| DATA |
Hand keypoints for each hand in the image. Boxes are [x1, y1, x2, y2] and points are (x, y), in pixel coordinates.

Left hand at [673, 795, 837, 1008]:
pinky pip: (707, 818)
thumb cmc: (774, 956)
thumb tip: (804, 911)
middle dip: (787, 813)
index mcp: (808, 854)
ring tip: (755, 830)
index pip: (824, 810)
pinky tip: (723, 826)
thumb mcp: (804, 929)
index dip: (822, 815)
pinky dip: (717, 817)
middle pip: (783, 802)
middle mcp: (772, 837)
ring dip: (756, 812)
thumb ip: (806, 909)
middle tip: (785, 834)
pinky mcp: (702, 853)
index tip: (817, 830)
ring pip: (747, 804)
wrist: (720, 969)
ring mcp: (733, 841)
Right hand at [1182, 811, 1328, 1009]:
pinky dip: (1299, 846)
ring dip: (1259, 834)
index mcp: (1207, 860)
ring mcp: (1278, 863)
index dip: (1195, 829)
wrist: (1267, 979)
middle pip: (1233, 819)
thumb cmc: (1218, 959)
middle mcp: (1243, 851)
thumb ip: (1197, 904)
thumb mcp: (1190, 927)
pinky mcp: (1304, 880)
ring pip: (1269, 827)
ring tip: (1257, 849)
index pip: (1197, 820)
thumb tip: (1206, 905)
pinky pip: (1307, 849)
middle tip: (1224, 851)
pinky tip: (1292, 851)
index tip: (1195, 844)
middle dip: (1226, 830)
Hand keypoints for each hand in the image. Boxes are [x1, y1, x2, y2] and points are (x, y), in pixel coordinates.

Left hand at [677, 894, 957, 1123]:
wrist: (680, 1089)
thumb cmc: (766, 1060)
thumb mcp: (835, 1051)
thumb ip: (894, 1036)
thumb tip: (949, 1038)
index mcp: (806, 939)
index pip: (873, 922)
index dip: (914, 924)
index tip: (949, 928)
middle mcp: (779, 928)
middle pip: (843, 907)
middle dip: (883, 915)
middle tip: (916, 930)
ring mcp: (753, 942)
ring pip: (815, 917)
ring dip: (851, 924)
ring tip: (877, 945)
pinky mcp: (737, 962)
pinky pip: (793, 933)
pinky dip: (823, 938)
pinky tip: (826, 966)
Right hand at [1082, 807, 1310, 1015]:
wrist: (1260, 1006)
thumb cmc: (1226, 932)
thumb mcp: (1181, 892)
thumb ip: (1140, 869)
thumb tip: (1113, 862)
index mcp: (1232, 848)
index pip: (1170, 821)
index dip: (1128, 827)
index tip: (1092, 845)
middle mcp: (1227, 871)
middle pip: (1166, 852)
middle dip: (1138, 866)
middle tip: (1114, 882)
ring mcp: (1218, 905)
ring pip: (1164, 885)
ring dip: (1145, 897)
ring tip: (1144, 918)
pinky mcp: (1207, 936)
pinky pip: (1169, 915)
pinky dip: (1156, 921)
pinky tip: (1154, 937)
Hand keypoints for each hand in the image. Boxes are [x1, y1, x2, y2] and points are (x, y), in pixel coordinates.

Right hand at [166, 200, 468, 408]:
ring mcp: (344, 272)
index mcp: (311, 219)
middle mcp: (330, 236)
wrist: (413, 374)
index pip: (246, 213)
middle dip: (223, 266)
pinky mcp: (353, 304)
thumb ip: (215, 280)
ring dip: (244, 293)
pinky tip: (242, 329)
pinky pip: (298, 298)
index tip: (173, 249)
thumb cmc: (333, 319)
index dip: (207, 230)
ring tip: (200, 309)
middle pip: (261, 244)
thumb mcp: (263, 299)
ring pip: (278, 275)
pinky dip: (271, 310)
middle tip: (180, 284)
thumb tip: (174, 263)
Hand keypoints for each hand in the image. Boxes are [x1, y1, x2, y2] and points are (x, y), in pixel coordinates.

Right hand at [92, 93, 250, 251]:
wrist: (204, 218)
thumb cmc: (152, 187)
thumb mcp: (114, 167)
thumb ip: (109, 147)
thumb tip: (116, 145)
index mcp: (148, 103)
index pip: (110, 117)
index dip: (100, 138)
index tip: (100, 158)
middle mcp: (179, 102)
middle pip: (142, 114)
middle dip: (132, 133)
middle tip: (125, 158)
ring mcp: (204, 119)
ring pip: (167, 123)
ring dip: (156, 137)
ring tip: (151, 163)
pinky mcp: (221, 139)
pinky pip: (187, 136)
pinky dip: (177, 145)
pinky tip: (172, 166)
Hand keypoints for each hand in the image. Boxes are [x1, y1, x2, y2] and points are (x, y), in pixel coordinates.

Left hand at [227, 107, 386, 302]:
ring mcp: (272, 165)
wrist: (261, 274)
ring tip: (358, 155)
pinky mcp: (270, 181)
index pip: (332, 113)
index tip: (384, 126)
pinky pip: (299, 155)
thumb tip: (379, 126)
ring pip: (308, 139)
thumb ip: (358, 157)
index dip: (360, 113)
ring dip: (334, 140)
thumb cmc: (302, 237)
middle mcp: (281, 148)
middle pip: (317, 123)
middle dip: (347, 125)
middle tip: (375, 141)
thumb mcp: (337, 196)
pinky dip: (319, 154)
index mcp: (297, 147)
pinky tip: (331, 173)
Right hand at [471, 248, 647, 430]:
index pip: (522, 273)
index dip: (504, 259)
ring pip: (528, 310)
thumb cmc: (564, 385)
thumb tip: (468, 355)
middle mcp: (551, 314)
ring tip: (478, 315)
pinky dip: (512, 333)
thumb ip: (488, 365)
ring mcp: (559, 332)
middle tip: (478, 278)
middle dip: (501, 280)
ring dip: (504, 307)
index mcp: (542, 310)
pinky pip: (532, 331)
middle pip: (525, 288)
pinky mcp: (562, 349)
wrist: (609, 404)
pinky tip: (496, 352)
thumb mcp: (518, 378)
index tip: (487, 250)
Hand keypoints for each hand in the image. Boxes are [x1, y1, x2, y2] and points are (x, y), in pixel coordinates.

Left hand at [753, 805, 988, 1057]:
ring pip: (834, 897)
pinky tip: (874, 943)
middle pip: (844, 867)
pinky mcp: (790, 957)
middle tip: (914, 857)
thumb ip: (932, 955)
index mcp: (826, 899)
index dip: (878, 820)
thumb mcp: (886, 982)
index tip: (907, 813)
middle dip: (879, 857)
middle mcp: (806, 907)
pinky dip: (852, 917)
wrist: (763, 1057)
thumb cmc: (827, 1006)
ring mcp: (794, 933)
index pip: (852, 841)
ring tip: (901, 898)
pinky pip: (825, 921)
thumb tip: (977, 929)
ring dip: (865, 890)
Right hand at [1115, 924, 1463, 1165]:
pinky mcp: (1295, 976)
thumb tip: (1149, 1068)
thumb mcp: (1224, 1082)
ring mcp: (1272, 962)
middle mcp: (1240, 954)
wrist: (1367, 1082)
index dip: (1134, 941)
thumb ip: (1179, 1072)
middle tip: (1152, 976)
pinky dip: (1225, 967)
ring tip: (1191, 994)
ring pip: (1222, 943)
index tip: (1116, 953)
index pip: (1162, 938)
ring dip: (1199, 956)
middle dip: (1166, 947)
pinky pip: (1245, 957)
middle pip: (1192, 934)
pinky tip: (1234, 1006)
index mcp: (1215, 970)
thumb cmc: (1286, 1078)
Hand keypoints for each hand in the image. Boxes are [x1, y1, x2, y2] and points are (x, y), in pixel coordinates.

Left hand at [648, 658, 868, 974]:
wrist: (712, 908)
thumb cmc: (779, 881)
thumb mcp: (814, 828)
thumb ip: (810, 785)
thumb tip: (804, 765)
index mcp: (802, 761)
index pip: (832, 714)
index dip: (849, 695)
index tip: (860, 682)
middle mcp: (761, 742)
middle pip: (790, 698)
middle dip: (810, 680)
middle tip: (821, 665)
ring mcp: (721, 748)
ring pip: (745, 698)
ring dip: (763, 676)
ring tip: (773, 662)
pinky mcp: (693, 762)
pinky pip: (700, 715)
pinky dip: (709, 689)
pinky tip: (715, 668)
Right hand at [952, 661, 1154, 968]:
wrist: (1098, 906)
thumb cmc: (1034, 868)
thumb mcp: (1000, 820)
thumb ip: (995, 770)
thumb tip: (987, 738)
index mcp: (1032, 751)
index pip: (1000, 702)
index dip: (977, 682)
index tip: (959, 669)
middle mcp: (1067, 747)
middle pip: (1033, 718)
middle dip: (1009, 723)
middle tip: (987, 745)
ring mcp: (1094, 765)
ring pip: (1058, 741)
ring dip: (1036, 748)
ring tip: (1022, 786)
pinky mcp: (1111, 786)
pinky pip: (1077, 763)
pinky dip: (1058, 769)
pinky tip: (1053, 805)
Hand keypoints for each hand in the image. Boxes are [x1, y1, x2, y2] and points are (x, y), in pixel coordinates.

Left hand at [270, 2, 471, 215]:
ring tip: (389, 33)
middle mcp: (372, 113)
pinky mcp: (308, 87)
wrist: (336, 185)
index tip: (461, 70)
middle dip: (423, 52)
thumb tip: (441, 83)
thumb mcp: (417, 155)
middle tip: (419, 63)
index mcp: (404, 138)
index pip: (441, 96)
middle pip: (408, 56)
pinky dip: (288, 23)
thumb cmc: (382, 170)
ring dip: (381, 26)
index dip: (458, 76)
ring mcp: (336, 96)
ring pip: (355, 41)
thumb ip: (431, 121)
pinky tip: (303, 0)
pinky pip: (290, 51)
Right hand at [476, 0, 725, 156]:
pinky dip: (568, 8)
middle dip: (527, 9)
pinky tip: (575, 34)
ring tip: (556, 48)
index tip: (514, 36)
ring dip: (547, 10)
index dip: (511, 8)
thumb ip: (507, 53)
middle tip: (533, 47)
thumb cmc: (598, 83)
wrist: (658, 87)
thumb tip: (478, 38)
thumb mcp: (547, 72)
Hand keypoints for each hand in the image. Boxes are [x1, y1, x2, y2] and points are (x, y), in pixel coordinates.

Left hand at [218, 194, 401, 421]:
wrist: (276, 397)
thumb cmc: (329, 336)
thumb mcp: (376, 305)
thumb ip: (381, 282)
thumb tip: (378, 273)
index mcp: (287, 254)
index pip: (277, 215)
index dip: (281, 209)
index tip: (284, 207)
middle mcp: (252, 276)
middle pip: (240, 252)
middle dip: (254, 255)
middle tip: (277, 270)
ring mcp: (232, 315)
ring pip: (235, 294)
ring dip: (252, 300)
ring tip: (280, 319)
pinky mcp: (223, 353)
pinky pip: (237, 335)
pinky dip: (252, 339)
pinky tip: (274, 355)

| TASK BRIEF |
Please print the lines from the start of the records up to and including the line with "index dip: (822, 815)", copying each one exactly and leaving out the rest.

| RESULT BELOW |
Hand keypoints for each hand in the image. Boxes are [x1, y1, x2, y2] and points are (x, y), in pixel coordinates.

Left hand at [673, 795, 837, 1008]:
pinky pip: (707, 818)
thumb cmc: (774, 956)
thumb tip: (804, 911)
middle dip: (787, 813)
index mcp: (808, 854)
ring tip: (755, 830)
index pip: (824, 810)
pinky tip: (723, 826)
thumb mcp: (804, 929)
index dip: (822, 815)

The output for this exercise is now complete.